• **Task to carry out**
After locating the line that holds "index pip: (488, 477)", output it and all following lines word for word, stopping only at the end of the data.

Images with bounding boxes:
======

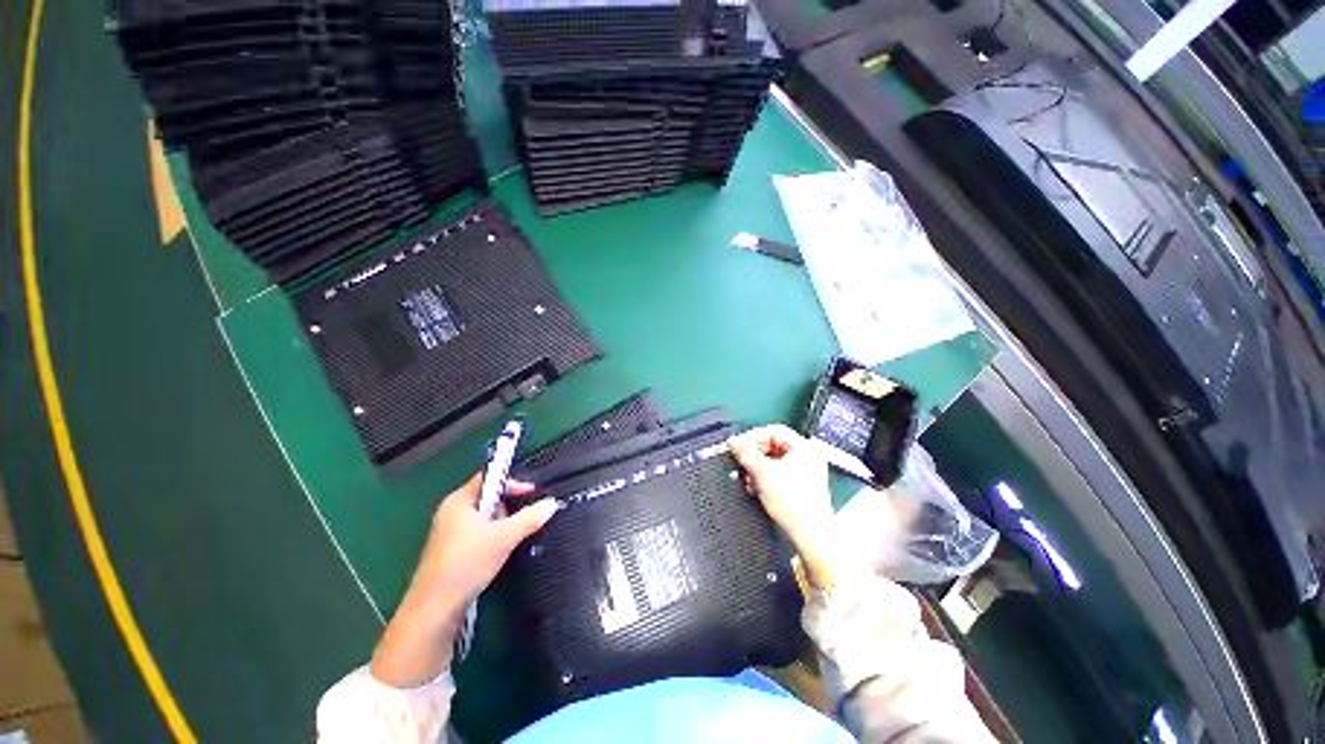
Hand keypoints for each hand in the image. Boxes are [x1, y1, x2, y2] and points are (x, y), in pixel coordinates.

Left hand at [372, 473, 557, 686]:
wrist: (435, 610)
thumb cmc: (467, 563)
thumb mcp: (505, 537)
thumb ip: (530, 518)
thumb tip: (552, 503)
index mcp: (458, 501)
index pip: (488, 477)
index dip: (511, 482)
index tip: (531, 493)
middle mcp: (451, 513)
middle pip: (488, 498)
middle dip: (508, 509)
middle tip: (520, 522)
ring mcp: (449, 534)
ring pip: (485, 519)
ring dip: (501, 527)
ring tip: (509, 541)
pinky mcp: (450, 553)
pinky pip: (478, 535)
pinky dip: (492, 539)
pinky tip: (498, 553)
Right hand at [728, 424, 833, 545]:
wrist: (810, 534)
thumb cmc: (796, 506)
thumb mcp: (763, 473)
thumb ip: (746, 454)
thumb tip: (735, 442)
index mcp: (803, 448)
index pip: (773, 431)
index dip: (753, 437)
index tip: (739, 445)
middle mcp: (807, 456)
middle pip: (773, 446)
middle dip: (754, 455)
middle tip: (742, 462)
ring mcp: (806, 471)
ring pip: (774, 460)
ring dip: (758, 468)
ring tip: (749, 478)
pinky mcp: (802, 485)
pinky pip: (779, 472)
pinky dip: (766, 477)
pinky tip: (757, 486)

======

• **Solution**
index pip: (488, 477)
index dip: (511, 482)
index tip: (531, 493)
middle mcp: (451, 513)
middle pip: (488, 498)
middle dip: (508, 509)
middle tip: (520, 522)
ring mcp: (449, 534)
ring pip: (485, 519)
ring dip: (501, 527)
ring tip: (509, 541)
pinky mcp: (450, 553)
pinky pip: (478, 535)
pinky dip: (492, 539)
pinky tip: (498, 553)
Right hand at [728, 424, 833, 545]:
wrist: (810, 534)
thumb cmc: (796, 506)
thumb mcp: (763, 473)
thumb ip: (746, 454)
thumb tip: (735, 442)
index mcp: (803, 448)
index pip: (773, 431)
index dip: (753, 437)
index tip: (739, 445)
middle mcp: (807, 456)
middle pip: (773, 446)
middle dip: (754, 455)
middle tip: (742, 462)
ring mcp: (806, 471)
ring pip: (774, 460)
ring dip: (758, 468)
ring tip: (749, 478)
pinky mcp: (802, 485)
pinky pip: (779, 472)
pinky dip: (766, 477)
pinky tip: (757, 486)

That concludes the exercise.